__TASK TO COMPLETE__: Make an exact copy of the entries, and keep any pictures out of it.

__TASK MATERIAL__:
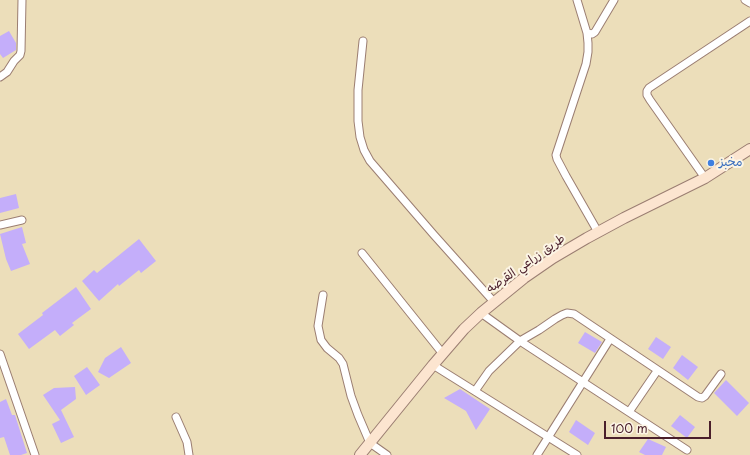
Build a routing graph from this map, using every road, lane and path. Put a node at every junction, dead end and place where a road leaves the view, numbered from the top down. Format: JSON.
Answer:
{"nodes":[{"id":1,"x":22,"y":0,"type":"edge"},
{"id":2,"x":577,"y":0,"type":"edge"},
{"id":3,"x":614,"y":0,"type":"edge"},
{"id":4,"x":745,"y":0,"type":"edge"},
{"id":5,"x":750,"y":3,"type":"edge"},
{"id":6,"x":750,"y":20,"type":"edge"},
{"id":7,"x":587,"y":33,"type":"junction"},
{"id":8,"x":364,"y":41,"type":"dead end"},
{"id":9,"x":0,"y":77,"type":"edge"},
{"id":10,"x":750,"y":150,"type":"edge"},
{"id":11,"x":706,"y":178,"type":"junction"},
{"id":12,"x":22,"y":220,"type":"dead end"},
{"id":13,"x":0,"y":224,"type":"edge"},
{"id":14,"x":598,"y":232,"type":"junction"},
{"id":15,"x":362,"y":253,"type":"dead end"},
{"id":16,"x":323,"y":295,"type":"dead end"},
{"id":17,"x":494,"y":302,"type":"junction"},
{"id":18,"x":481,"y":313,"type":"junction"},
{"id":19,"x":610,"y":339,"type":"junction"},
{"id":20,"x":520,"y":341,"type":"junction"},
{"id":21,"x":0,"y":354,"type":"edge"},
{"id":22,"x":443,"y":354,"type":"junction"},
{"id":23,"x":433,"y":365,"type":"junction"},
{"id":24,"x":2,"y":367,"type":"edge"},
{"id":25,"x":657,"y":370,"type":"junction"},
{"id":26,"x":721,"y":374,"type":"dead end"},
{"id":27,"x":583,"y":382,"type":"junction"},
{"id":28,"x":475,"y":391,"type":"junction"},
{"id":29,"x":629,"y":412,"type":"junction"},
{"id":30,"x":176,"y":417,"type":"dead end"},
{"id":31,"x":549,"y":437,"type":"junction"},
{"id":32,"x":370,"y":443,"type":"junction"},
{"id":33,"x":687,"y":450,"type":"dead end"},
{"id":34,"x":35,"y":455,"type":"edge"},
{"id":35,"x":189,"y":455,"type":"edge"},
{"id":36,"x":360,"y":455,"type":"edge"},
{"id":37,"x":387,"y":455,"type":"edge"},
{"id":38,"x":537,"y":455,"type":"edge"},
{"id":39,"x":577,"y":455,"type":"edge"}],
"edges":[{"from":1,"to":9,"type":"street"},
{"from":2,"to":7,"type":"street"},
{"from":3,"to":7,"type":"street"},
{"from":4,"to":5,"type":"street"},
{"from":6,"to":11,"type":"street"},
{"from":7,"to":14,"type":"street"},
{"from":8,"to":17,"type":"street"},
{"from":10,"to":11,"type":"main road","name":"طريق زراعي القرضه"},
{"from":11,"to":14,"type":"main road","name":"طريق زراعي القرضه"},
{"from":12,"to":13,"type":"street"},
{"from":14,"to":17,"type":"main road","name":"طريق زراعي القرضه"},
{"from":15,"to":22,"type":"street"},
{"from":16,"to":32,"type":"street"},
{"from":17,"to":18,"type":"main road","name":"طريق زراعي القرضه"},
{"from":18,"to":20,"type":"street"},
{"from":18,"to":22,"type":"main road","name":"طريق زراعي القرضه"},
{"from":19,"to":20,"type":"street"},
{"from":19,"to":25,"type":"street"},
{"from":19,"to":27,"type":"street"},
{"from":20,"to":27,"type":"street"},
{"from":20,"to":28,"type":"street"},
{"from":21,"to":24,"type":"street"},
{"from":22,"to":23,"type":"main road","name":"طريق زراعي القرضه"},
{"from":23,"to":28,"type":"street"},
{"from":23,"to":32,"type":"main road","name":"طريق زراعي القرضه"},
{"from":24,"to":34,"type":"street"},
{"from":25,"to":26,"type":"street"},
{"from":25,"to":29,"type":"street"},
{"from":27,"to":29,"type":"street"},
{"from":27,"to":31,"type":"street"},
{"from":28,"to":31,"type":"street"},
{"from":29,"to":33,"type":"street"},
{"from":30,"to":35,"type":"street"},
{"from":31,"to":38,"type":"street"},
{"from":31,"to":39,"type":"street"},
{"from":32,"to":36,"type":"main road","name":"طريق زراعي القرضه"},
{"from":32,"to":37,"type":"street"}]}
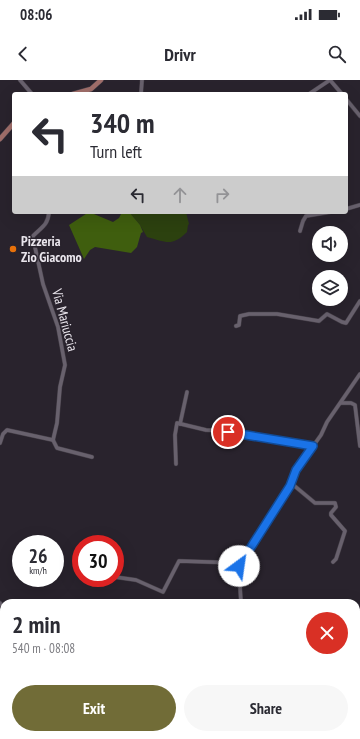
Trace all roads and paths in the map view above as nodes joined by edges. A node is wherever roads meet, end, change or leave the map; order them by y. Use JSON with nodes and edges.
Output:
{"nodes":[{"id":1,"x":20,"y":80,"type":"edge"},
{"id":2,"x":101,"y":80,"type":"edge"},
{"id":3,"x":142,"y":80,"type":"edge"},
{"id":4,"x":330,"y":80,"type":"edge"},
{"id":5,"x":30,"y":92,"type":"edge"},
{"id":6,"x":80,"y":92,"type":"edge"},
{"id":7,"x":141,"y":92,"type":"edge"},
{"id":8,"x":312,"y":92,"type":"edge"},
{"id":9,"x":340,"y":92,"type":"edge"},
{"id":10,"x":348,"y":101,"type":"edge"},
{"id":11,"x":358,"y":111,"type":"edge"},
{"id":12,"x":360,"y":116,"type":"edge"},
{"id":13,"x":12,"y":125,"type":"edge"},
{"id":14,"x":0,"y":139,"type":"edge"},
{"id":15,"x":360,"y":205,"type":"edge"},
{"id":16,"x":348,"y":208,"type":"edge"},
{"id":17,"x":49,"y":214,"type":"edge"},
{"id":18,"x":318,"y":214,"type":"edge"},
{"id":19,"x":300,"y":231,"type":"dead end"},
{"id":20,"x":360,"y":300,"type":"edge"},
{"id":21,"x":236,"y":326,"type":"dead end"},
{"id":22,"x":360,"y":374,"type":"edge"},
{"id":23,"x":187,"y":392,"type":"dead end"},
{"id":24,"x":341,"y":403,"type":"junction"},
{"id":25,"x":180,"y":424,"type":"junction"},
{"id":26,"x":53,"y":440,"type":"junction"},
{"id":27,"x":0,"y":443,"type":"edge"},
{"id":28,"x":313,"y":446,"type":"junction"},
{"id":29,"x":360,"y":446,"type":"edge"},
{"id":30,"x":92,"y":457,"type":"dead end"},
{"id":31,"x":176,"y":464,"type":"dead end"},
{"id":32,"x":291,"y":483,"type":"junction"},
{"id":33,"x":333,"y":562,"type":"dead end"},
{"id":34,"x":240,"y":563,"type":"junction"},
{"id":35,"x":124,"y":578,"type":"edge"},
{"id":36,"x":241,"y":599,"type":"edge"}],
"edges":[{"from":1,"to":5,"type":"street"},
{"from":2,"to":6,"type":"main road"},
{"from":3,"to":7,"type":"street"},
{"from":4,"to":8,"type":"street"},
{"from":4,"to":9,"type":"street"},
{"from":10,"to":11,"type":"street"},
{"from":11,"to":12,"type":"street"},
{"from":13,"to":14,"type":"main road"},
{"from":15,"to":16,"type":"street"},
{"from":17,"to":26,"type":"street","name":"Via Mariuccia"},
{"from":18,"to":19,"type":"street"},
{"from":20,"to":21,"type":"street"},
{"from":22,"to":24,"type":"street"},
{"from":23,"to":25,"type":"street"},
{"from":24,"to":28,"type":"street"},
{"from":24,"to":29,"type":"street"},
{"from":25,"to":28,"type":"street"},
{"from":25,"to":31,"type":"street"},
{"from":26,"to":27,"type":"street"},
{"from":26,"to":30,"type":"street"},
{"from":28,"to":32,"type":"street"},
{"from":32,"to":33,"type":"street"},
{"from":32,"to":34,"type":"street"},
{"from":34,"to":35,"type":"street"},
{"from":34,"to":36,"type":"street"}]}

__OUTPUT OF THE EXERCISE__:
Build a routing graph from this map, using every road, lane and path. Put a node at every junction, dead end and place where a road leaves the view, numbered from the top down. Format: JSON.
Answer:
{"nodes":[{"id":1,"x":22,"y":0,"type":"edge"},
{"id":2,"x":577,"y":0,"type":"edge"},
{"id":3,"x":614,"y":0,"type":"edge"},
{"id":4,"x":745,"y":0,"type":"edge"},
{"id":5,"x":750,"y":3,"type":"edge"},
{"id":6,"x":750,"y":20,"type":"edge"},
{"id":7,"x":587,"y":33,"type":"junction"},
{"id":8,"x":364,"y":41,"type":"dead end"},
{"id":9,"x":0,"y":77,"type":"edge"},
{"id":10,"x":750,"y":150,"type":"edge"},
{"id":11,"x":706,"y":178,"type":"junction"},
{"id":12,"x":22,"y":220,"type":"dead end"},
{"id":13,"x":0,"y":224,"type":"edge"},
{"id":14,"x":598,"y":232,"type":"junction"},
{"id":15,"x":362,"y":253,"type":"dead end"},
{"id":16,"x":323,"y":295,"type":"dead end"},
{"id":17,"x":494,"y":302,"type":"junction"},
{"id":18,"x":481,"y":313,"type":"junction"},
{"id":19,"x":610,"y":339,"type":"junction"},
{"id":20,"x":520,"y":341,"type":"junction"},
{"id":21,"x":0,"y":354,"type":"edge"},
{"id":22,"x":443,"y":354,"type":"junction"},
{"id":23,"x":433,"y":365,"type":"junction"},
{"id":24,"x":2,"y":367,"type":"edge"},
{"id":25,"x":657,"y":370,"type":"junction"},
{"id":26,"x":721,"y":374,"type":"dead end"},
{"id":27,"x":583,"y":382,"type":"junction"},
{"id":28,"x":475,"y":391,"type":"junction"},
{"id":29,"x":629,"y":412,"type":"junction"},
{"id":30,"x":176,"y":417,"type":"dead end"},
{"id":31,"x":549,"y":437,"type":"junction"},
{"id":32,"x":370,"y":443,"type":"junction"},
{"id":33,"x":687,"y":450,"type":"dead end"},
{"id":34,"x":35,"y":455,"type":"edge"},
{"id":35,"x":189,"y":455,"type":"edge"},
{"id":36,"x":360,"y":455,"type":"edge"},
{"id":37,"x":387,"y":455,"type":"edge"},
{"id":38,"x":537,"y":455,"type":"edge"},
{"id":39,"x":577,"y":455,"type":"edge"}],
"edges":[{"from":1,"to":9,"type":"street"},
{"from":2,"to":7,"type":"street"},
{"from":3,"to":7,"type":"street"},
{"from":4,"to":5,"type":"street"},
{"from":6,"to":11,"type":"street"},
{"from":7,"to":14,"type":"street"},
{"from":8,"to":17,"type":"street"},
{"from":10,"to":11,"type":"main road","name":"طريق زراعي القرضه"},
{"from":11,"to":14,"type":"main road","name":"طريق زراعي القرضه"},
{"from":12,"to":13,"type":"street"},
{"from":14,"to":17,"type":"main road","name":"طريق زراعي القرضه"},
{"from":15,"to":22,"type":"street"},
{"from":16,"to":32,"type":"street"},
{"from":17,"to":18,"type":"main road","name":"طريق زراعي القرضه"},
{"from":18,"to":20,"type":"street"},
{"from":18,"to":22,"type":"main road","name":"طريق زراعي القرضه"},
{"from":19,"to":20,"type":"street"},
{"from":19,"to":25,"type":"street"},
{"from":19,"to":27,"type":"street"},
{"from":20,"to":27,"type":"street"},
{"from":20,"to":28,"type":"street"},
{"from":21,"to":24,"type":"street"},
{"from":22,"to":23,"type":"main road","name":"طريق زراعي القرضه"},
{"from":23,"to":28,"type":"street"},
{"from":23,"to":32,"type":"main road","name":"طريق زراعي القرضه"},
{"from":24,"to":34,"type":"street"},
{"from":25,"to":26,"type":"street"},
{"from":25,"to":29,"type":"street"},
{"from":27,"to":29,"type":"street"},
{"from":27,"to":31,"type":"street"},
{"from":28,"to":31,"type":"street"},
{"from":29,"to":33,"type":"street"},
{"from":30,"to":35,"type":"street"},
{"from":31,"to":38,"type":"street"},
{"from":31,"to":39,"type":"street"},
{"from":32,"to":36,"type":"main road","name":"طريق زراعي القرضه"},
{"from":32,"to":37,"type":"street"}]}
Trace all roads and paths in the map view above as nodes joined by edges. A node is wherever roads meet, end, change or leave the map; order them by y. Use JSON with nodes and edges.
Output:
{"nodes":[{"id":1,"x":20,"y":80,"type":"edge"},
{"id":2,"x":101,"y":80,"type":"edge"},
{"id":3,"x":142,"y":80,"type":"edge"},
{"id":4,"x":330,"y":80,"type":"edge"},
{"id":5,"x":30,"y":92,"type":"edge"},
{"id":6,"x":80,"y":92,"type":"edge"},
{"id":7,"x":141,"y":92,"type":"edge"},
{"id":8,"x":312,"y":92,"type":"edge"},
{"id":9,"x":340,"y":92,"type":"edge"},
{"id":10,"x":348,"y":101,"type":"edge"},
{"id":11,"x":358,"y":111,"type":"edge"},
{"id":12,"x":360,"y":116,"type":"edge"},
{"id":13,"x":12,"y":125,"type":"edge"},
{"id":14,"x":0,"y":139,"type":"edge"},
{"id":15,"x":360,"y":205,"type":"edge"},
{"id":16,"x":348,"y":208,"type":"edge"},
{"id":17,"x":49,"y":214,"type":"edge"},
{"id":18,"x":318,"y":214,"type":"edge"},
{"id":19,"x":300,"y":231,"type":"dead end"},
{"id":20,"x":360,"y":300,"type":"edge"},
{"id":21,"x":236,"y":326,"type":"dead end"},
{"id":22,"x":360,"y":374,"type":"edge"},
{"id":23,"x":187,"y":392,"type":"dead end"},
{"id":24,"x":341,"y":403,"type":"junction"},
{"id":25,"x":180,"y":424,"type":"junction"},
{"id":26,"x":53,"y":440,"type":"junction"},
{"id":27,"x":0,"y":443,"type":"edge"},
{"id":28,"x":313,"y":446,"type":"junction"},
{"id":29,"x":360,"y":446,"type":"edge"},
{"id":30,"x":92,"y":457,"type":"dead end"},
{"id":31,"x":176,"y":464,"type":"dead end"},
{"id":32,"x":291,"y":483,"type":"junction"},
{"id":33,"x":333,"y":562,"type":"dead end"},
{"id":34,"x":240,"y":563,"type":"junction"},
{"id":35,"x":124,"y":578,"type":"edge"},
{"id":36,"x":241,"y":599,"type":"edge"}],
"edges":[{"from":1,"to":5,"type":"street"},
{"from":2,"to":6,"type":"main road"},
{"from":3,"to":7,"type":"street"},
{"from":4,"to":8,"type":"street"},
{"from":4,"to":9,"type":"street"},
{"from":10,"to":11,"type":"street"},
{"from":11,"to":12,"type":"street"},
{"from":13,"to":14,"type":"main road"},
{"from":15,"to":16,"type":"street"},
{"from":17,"to":26,"type":"street","name":"Via Mariuccia"},
{"from":18,"to":19,"type":"street"},
{"from":20,"to":21,"type":"street"},
{"from":22,"to":24,"type":"street"},
{"from":23,"to":25,"type":"street"},
{"from":24,"to":28,"type":"street"},
{"from":24,"to":29,"type":"street"},
{"from":25,"to":28,"type":"street"},
{"from":25,"to":31,"type":"street"},
{"from":26,"to":27,"type":"street"},
{"from":26,"to":30,"type":"street"},
{"from":28,"to":32,"type":"street"},
{"from":32,"to":33,"type":"street"},
{"from":32,"to":34,"type":"street"},
{"from":34,"to":35,"type":"street"},
{"from":34,"to":36,"type":"street"}]}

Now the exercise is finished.